Friday, November 20, 2009

The Executive Plan...Tuesday November 17,2009

 I'd hate to see how the plebs get treated, but we have to remind ourselves that we are in fact living in Vienna. I mean, really.
Just because the kitchen is no bigger than what I had as a poor student in 1979, and bears no resemblance to the wonderful drawing that we were shown.

But we're living in Vienna.

I just have to be like Dorothy, but instead of repeating “There's no place like home.”, I have to simply say, “we're living in Vienna”.....

Over and over.

I'm writing this using the texting/saving/copying/then later pasting into Blogger program, so I'm not even sure when I'll post this, but I figured there was not much else to do, so here I am.
The kitchen boys have packed up and left, and the “plumbers” have come in. Why there are three of them I have no idea, but Curly Larry and Moe come to mind.
So after several minutes of consultation, they've once again left, since they have to go over to a hardware store here in the neighbourhood somewhere and pick up a couple bits.
Now, I hate to split hairs here, but any time I've hooked up a dishwasher or even a kitchen sink, I always made damned sure I had all the bits and pieces I thought I might need, along with a few extras just in case. Mind you, one does tend to end up with a few extra bits over time, but the time saved not having to go shopping makes up for it.

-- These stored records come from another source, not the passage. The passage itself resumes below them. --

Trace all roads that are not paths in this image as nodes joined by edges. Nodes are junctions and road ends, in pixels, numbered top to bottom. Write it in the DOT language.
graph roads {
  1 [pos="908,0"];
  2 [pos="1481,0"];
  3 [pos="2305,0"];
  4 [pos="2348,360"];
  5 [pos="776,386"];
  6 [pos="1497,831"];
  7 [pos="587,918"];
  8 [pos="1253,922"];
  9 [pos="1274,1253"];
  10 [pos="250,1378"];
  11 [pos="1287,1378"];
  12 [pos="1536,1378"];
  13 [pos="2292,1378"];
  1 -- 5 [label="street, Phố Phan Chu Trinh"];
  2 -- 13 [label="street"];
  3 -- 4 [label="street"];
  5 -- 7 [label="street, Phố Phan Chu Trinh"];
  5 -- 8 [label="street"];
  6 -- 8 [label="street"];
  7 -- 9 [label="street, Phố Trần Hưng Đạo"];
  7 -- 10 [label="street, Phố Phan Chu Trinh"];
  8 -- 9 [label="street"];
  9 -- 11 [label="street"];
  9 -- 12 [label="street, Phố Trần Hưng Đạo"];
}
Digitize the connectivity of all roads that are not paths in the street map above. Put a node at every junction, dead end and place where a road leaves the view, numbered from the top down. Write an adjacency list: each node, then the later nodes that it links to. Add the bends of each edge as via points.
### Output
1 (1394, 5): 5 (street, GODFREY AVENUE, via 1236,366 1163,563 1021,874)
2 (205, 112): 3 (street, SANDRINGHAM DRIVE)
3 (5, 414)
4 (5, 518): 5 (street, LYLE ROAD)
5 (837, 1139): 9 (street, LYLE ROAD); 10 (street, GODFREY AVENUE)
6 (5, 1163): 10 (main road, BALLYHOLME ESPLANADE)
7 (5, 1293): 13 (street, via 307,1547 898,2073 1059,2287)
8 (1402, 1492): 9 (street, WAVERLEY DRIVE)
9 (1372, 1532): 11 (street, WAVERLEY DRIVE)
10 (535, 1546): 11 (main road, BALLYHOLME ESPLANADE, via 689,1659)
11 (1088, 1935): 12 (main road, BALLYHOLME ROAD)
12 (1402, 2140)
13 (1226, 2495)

I think I now understand why we have a leaky drain in one of the washrooms. I think I'll just fix it myself. I don't think I can bear to watch the three stooges try and solve that one.

And who knows? Might not even be their deal. I mean, I thought when the blind guy showed up to fix one of the doors, that he was somehow a regular maintenance dude who looked after the building.

Oh no.

Not this guy, he was only the guy who installed all the doors. It then all made perfect sense.
Not only was he missing part of a digit (some sort of sawing accident?) but his glasses were so thick he could barely keep them on his face. Even with the help of the coke-bottle glasses, at one point he was trying to fit a hex key into what I could clearly see was a phillips screw.

I went and got him a screwdriver.

In a nutshell, these are the reason why, 1) We bought a house. And, 2) I don't let any trades people in the door, unless under extreme duress.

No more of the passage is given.